HOW TO COMPLETE THIS TASK:
Every entry below needs to be printed again exactly, with its pictures left out.

SUPPLIED INFORMATION:

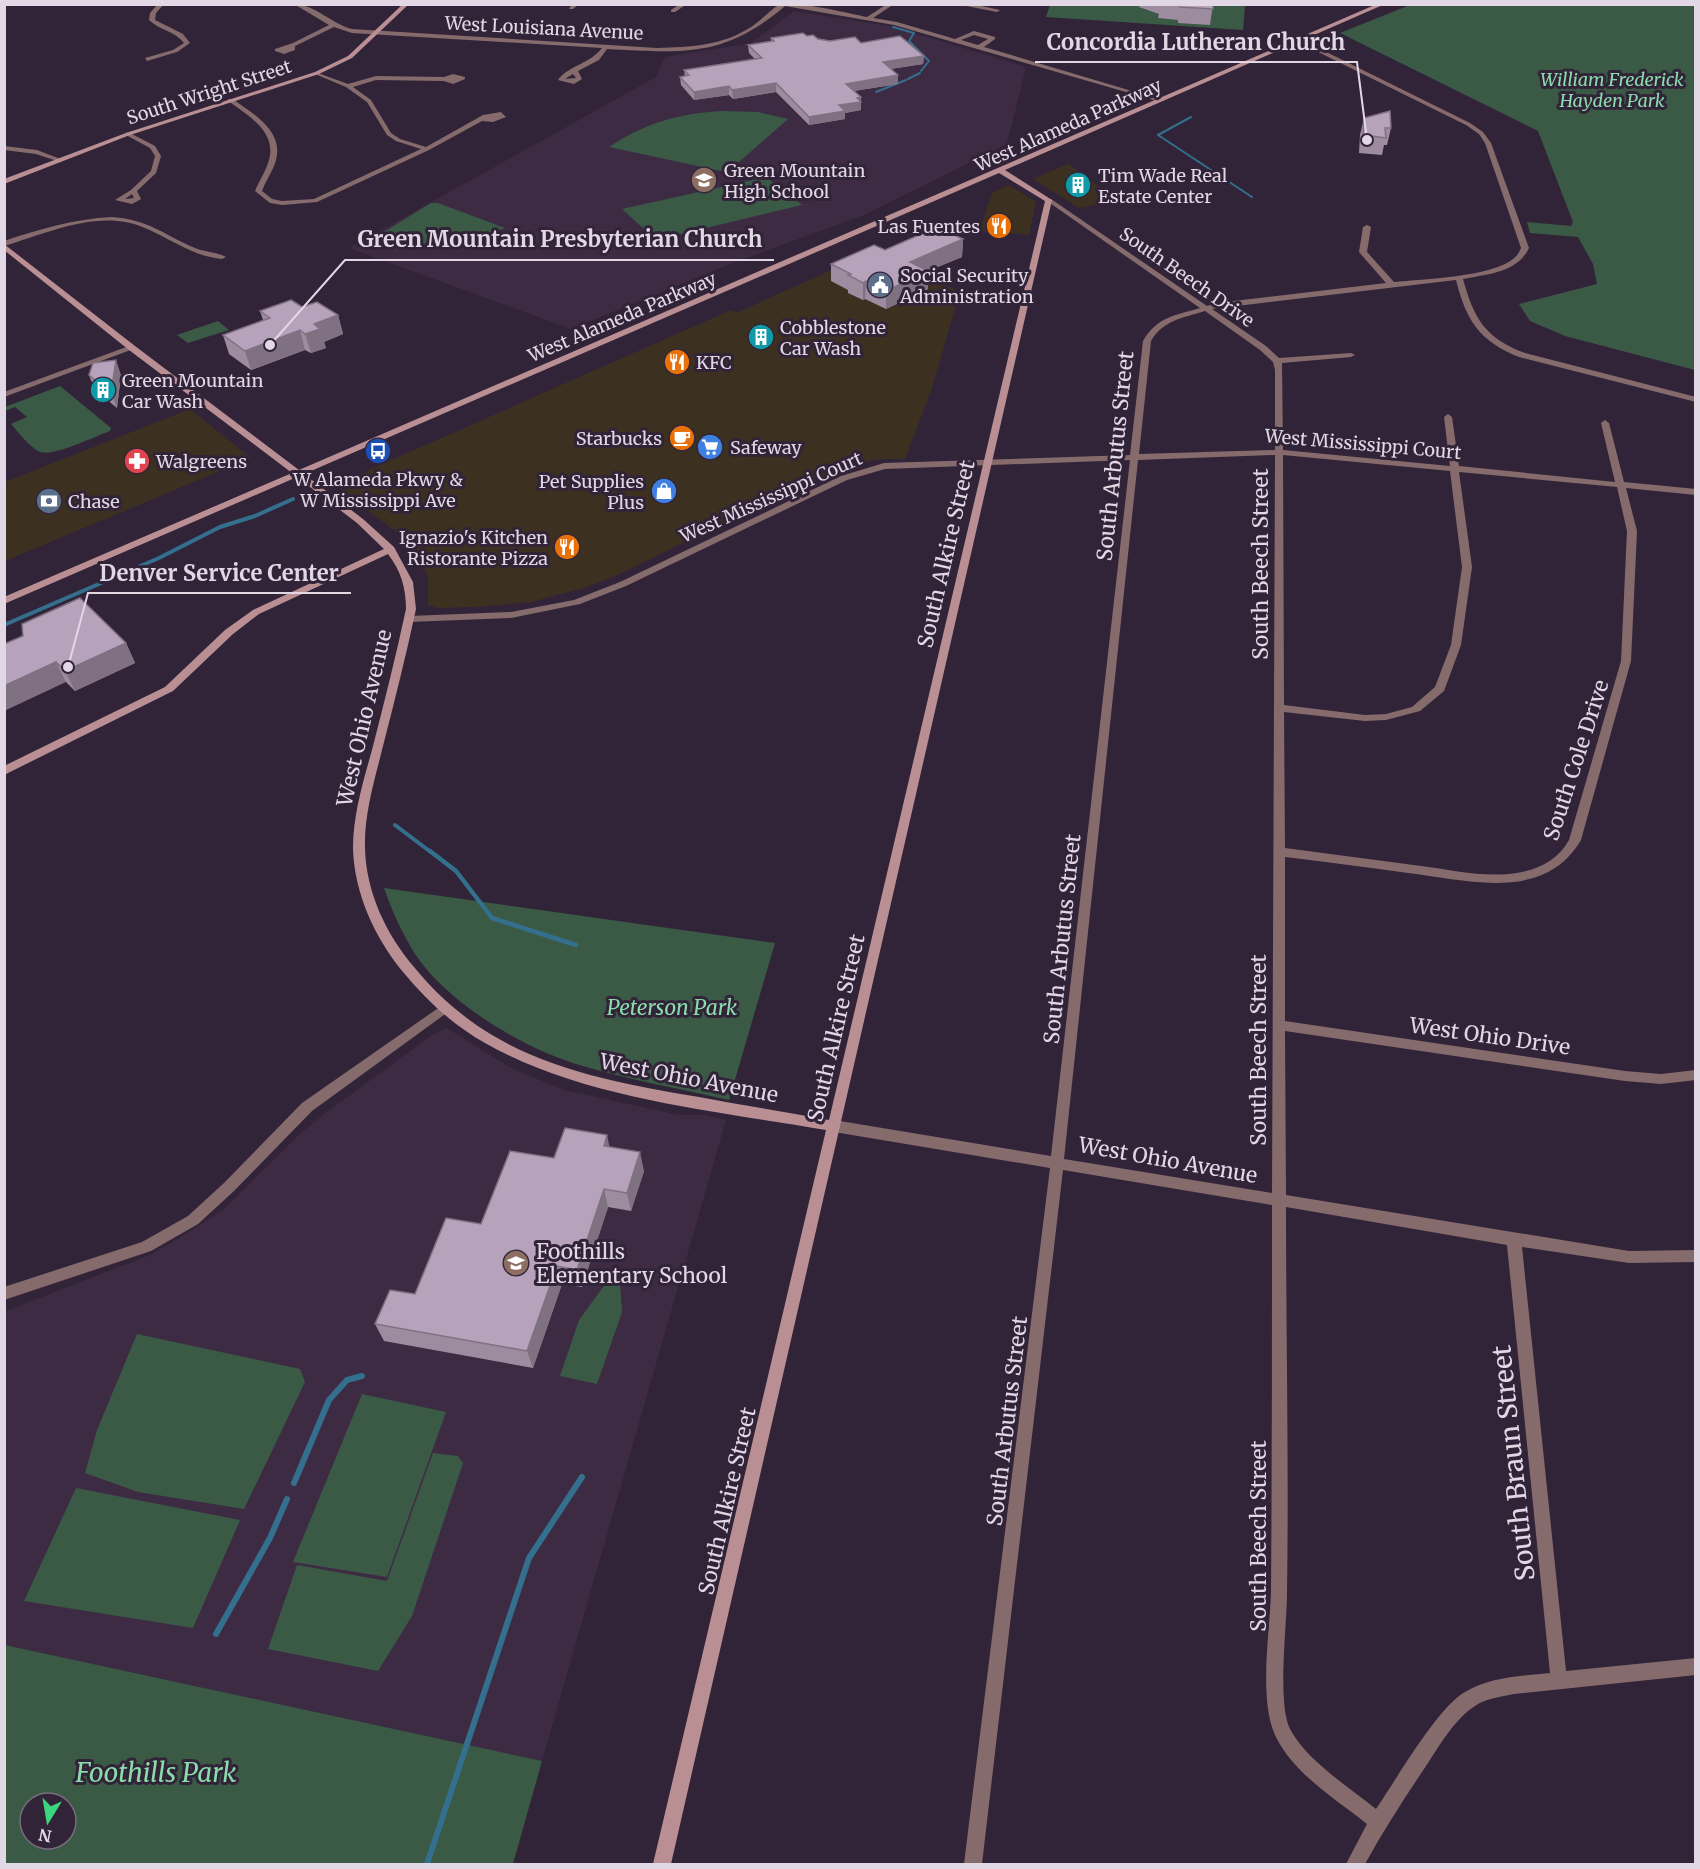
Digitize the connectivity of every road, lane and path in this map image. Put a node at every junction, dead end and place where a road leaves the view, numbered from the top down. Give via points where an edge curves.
1 (162, 4) edge
2 (296, 4) edge
3 (406, 4) edge
4 (685, 4) edge
5 (892, 4) edge
6 (958, 4) edge
7 (1383, 4) edge
8 (784, 5) edge
9 (996, 10) dead end
10 (673, 11) dead end
11 (870, 17) junction
12 (332, 26) junction
13 (376, 33) junction
14 (956, 40) junction
15 (1300, 41) junction
16 (292, 45) dead end
17 (980, 47) junction
18 (605, 48) junction
19 (147, 59) dead end
20 (575, 72) dead end
21 (317, 73) junction
22 (445, 79) dead end
23 (348, 86) junction
24 (230, 100) junction
25 (1159, 100) junction
26 (481, 119) dead end
27 (128, 134) junction
28 (4, 148) edge
29 (427, 149) junction
30 (60, 160) junction
31 (1001, 171) junction
32 (4, 182) edge
33 (133, 191) dead end
34 (1049, 200) junction
35 (1367, 227) dead end
36 (4, 245) edge
37 (222, 257) dead end
38 (1460, 277) junction
39 (1391, 284) junction
40 (1206, 307) junction
41 (132, 348) junction
42 (1351, 355) dead end
43 (1277, 361) junction
44 (4, 395) edge
45 (1695, 400) edge
46 (1448, 417) dead end
47 (1605, 423) dead end
48 (1281, 452) junction
49 (1134, 457) junction
50 (988, 462) junction
51 (1455, 468) junction
52 (296, 474) junction
53 (1620, 484) junction
54 (1695, 492) edge
55 (391, 549) junction
56 (4, 601) edge
57 (409, 619) junction
58 (1281, 708) junction
59 (4, 771) edge
60 (1280, 852) junction
61 (444, 1009) junction
62 (1279, 1024) junction
63 (1695, 1074) edge
64 (834, 1126) junction
65 (1057, 1163) junction
66 (1279, 1200) junction
67 (1514, 1240) junction
68 (1695, 1256) edge
69 (4, 1294) edge
70 (1695, 1666) edge
71 (1559, 1681) junction
72 (1378, 1822) junction
73 (662, 1864) edge
74 (973, 1864) edge
75 (1355, 1864) edge

1 - 19 street via 152,20 183,36 187,43
2 - 12 street, West Louisiana Avenue
3 - 13 street, South Wright Street
4 - 10 street
5 - 11 street
6 - 9 street
7 - 15 street, West Alameda Parkway
8 - 11 street
8 - 18 street, West Louisiana Avenue via 750,33 720,43 680,49
11 - 14 street
12 - 13 street, West Louisiana Avenue
12 - 16 street
13 - 18 street, West Louisiana Avenue
13 - 21 street, South Wright Street via 350,57
14 - 17 street
14 - 17 street via 974,33 993,38
15 - 25 street, West Alameda Parkway
15 - 38 street, South Arbutus Street via 1468,124 1485,138 1518,224 1524,251 1511,264
17 - 25 street
18 - 20 street via 597,59
21 - 23 street
21 - 24 street, South Wright Street
22 - 23 street via 376,78
23 - 29 street via 369,102 389,134
24 - 27 street, South Wright Street
24 - 29 street via 252,114 273,138 273,159 258,192 270,201 315,201
25 - 31 street, West Alameda Parkway
26 - 29 street
27 - 30 street, South Wright Street
27 - 33 street via 153,147 158,156 154,172
28 - 30 street via 38,152
30 - 32 street, South Wright Street
31 - 34 street, South Beech Drive
31 - 52 street, West Alameda Parkway
34 - 40 street, South Beech Drive
34 - 50 street, South Alkire Street
35 - 39 street via 1364,252
36 - 37 street via 64,225 117,220 140,223 196,252
36 - 41 street, West Ohio Avenue
38 - 39 street, South Arbutus Street
38 - 45 street via 1480,331 1504,348
39 - 40 street, South Arbutus Street
40 - 43 street, South Beech Drive
40 - 49 street, South Arbutus Street via 1162,323 1150,334
41 - 44 street
41 - 52 street, West Ohio Avenue
42 - 43 street
43 - 48 street
46 - 51 street
47 - 53 street, South Cole Drive
48 - 49 street, West Mississippi Court
48 - 51 street, West Mississippi Court
48 - 58 street, South Beech Street
49 - 50 street, West Mississippi Court
49 - 65 street, South Arbutus Street
50 - 57 street, West Mississippi Court via 891,465 855,474 623,584 562,606 511,615
50 - 64 street, South Alkire Street
51 - 53 street, West Mississippi Court
51 - 58 street via 1467,576 1456,645 1440,689 1416,709 1386,717
52 - 55 street, West Ohio Avenue
52 - 56 street, West Alameda Parkway
53 - 54 street, West Mississippi Court
53 - 60 street, South Cole Drive via 1632,536 1626,660 1575,840 1566,855 1536,873 1502,879
55 - 57 street, West Ohio Avenue via 409,583
55 - 59 street via 256,612 170,689
57 - 61 street, West Ohio Avenue via 364,802 361,862 368,895 388,942
58 - 60 street, South Beech Street
60 - 62 street, South Beech Street
61 - 64 street, West Ohio Avenue via 495,1043 567,1075 619,1088
61 - 69 street via 307,1107 193,1220 146,1247
62 - 63 street, West Ohio Drive via 1625,1076 1661,1079
62 - 66 street, South Beech Street
64 - 65 street, West Ohio Avenue
64 - 73 street, South Alkire Street
65 - 66 street, West Ohio Avenue
65 - 74 street, South Arbutus Street
66 - 67 street, West Ohio Avenue
66 - 72 street, South Beech Street via 1278,1720 1295,1752
67 - 68 street, West Ohio Avenue via 1629,1257
67 - 71 street, South Braun Street
70 - 71 street
71 - 72 street via 1496,1688 1469,1699 1436,1736
72 - 75 street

YOUR RESPONSE:
Digitize the connectivity of every road, lane and path in this map image. Put a node at every junction, dead end and place where a road leaves the view, numbered from the top down. Give via points where an edge curves.
1 (162, 4) edge
2 (296, 4) edge
3 (406, 4) edge
4 (685, 4) edge
5 (892, 4) edge
6 (958, 4) edge
7 (1383, 4) edge
8 (784, 5) edge
9 (996, 10) dead end
10 (673, 11) dead end
11 (870, 17) junction
12 (332, 26) junction
13 (376, 33) junction
14 (956, 40) junction
15 (1300, 41) junction
16 (292, 45) dead end
17 (980, 47) junction
18 (605, 48) junction
19 (147, 59) dead end
20 (575, 72) dead end
21 (317, 73) junction
22 (445, 79) dead end
23 (348, 86) junction
24 (230, 100) junction
25 (1159, 100) junction
26 (481, 119) dead end
27 (128, 134) junction
28 (4, 148) edge
29 (427, 149) junction
30 (60, 160) junction
31 (1001, 171) junction
32 (4, 182) edge
33 (133, 191) dead end
34 (1049, 200) junction
35 (1367, 227) dead end
36 (4, 245) edge
37 (222, 257) dead end
38 (1460, 277) junction
39 (1391, 284) junction
40 (1206, 307) junction
41 (132, 348) junction
42 (1351, 355) dead end
43 (1277, 361) junction
44 (4, 395) edge
45 (1695, 400) edge
46 (1448, 417) dead end
47 (1605, 423) dead end
48 (1281, 452) junction
49 (1134, 457) junction
50 (988, 462) junction
51 (1455, 468) junction
52 (296, 474) junction
53 (1620, 484) junction
54 (1695, 492) edge
55 (391, 549) junction
56 (4, 601) edge
57 (409, 619) junction
58 (1281, 708) junction
59 (4, 771) edge
60 (1280, 852) junction
61 (444, 1009) junction
62 (1279, 1024) junction
63 (1695, 1074) edge
64 (834, 1126) junction
65 (1057, 1163) junction
66 (1279, 1200) junction
67 (1514, 1240) junction
68 (1695, 1256) edge
69 (4, 1294) edge
70 (1695, 1666) edge
71 (1559, 1681) junction
72 (1378, 1822) junction
73 (662, 1864) edge
74 (973, 1864) edge
75 (1355, 1864) edge

1 - 19 street via 152,20 183,36 187,43
2 - 12 street, West Louisiana Avenue
3 - 13 street, South Wright Street
4 - 10 street
5 - 11 street
6 - 9 street
7 - 15 street, West Alameda Parkway
8 - 11 street
8 - 18 street, West Louisiana Avenue via 750,33 720,43 680,49
11 - 14 street
12 - 13 street, West Louisiana Avenue
12 - 16 street
13 - 18 street, West Louisiana Avenue
13 - 21 street, South Wright Street via 350,57
14 - 17 street
14 - 17 street via 974,33 993,38
15 - 25 street, West Alameda Parkway
15 - 38 street, South Arbutus Street via 1468,124 1485,138 1518,224 1524,251 1511,264
17 - 25 street
18 - 20 street via 597,59
21 - 23 street
21 - 24 street, South Wright Street
22 - 23 street via 376,78
23 - 29 street via 369,102 389,134
24 - 27 street, South Wright Street
24 - 29 street via 252,114 273,138 273,159 258,192 270,201 315,201
25 - 31 street, West Alameda Parkway
26 - 29 street
27 - 30 street, South Wright Street
27 - 33 street via 153,147 158,156 154,172
28 - 30 street via 38,152
30 - 32 street, South Wright Street
31 - 34 street, South Beech Drive
31 - 52 street, West Alameda Parkway
34 - 40 street, South Beech Drive
34 - 50 street, South Alkire Street
35 - 39 street via 1364,252
36 - 37 street via 64,225 117,220 140,223 196,252
36 - 41 street, West Ohio Avenue
38 - 39 street, South Arbutus Street
38 - 45 street via 1480,331 1504,348
39 - 40 street, South Arbutus Street
40 - 43 street, South Beech Drive
40 - 49 street, South Arbutus Street via 1162,323 1150,334
41 - 44 street
41 - 52 street, West Ohio Avenue
42 - 43 street
43 - 48 street
46 - 51 street
47 - 53 street, South Cole Drive
48 - 49 street, West Mississippi Court
48 - 51 street, West Mississippi Court
48 - 58 street, South Beech Street
49 - 50 street, West Mississippi Court
49 - 65 street, South Arbutus Street
50 - 57 street, West Mississippi Court via 891,465 855,474 623,584 562,606 511,615
50 - 64 street, South Alkire Street
51 - 53 street, West Mississippi Court
51 - 58 street via 1467,576 1456,645 1440,689 1416,709 1386,717
52 - 55 street, West Ohio Avenue
52 - 56 street, West Alameda Parkway
53 - 54 street, West Mississippi Court
53 - 60 street, South Cole Drive via 1632,536 1626,660 1575,840 1566,855 1536,873 1502,879
55 - 57 street, West Ohio Avenue via 409,583
55 - 59 street via 256,612 170,689
57 - 61 street, West Ohio Avenue via 364,802 361,862 368,895 388,942
58 - 60 street, South Beech Street
60 - 62 street, South Beech Street
61 - 64 street, West Ohio Avenue via 495,1043 567,1075 619,1088
61 - 69 street via 307,1107 193,1220 146,1247
62 - 63 street, West Ohio Drive via 1625,1076 1661,1079
62 - 66 street, South Beech Street
64 - 65 street, West Ohio Avenue
64 - 73 street, South Alkire Street
65 - 66 street, West Ohio Avenue
65 - 74 street, South Arbutus Street
66 - 67 street, West Ohio Avenue
66 - 72 street, South Beech Street via 1278,1720 1295,1752
67 - 68 street, West Ohio Avenue via 1629,1257
67 - 71 street, South Braun Street
70 - 71 street
71 - 72 street via 1496,1688 1469,1699 1436,1736
72 - 75 street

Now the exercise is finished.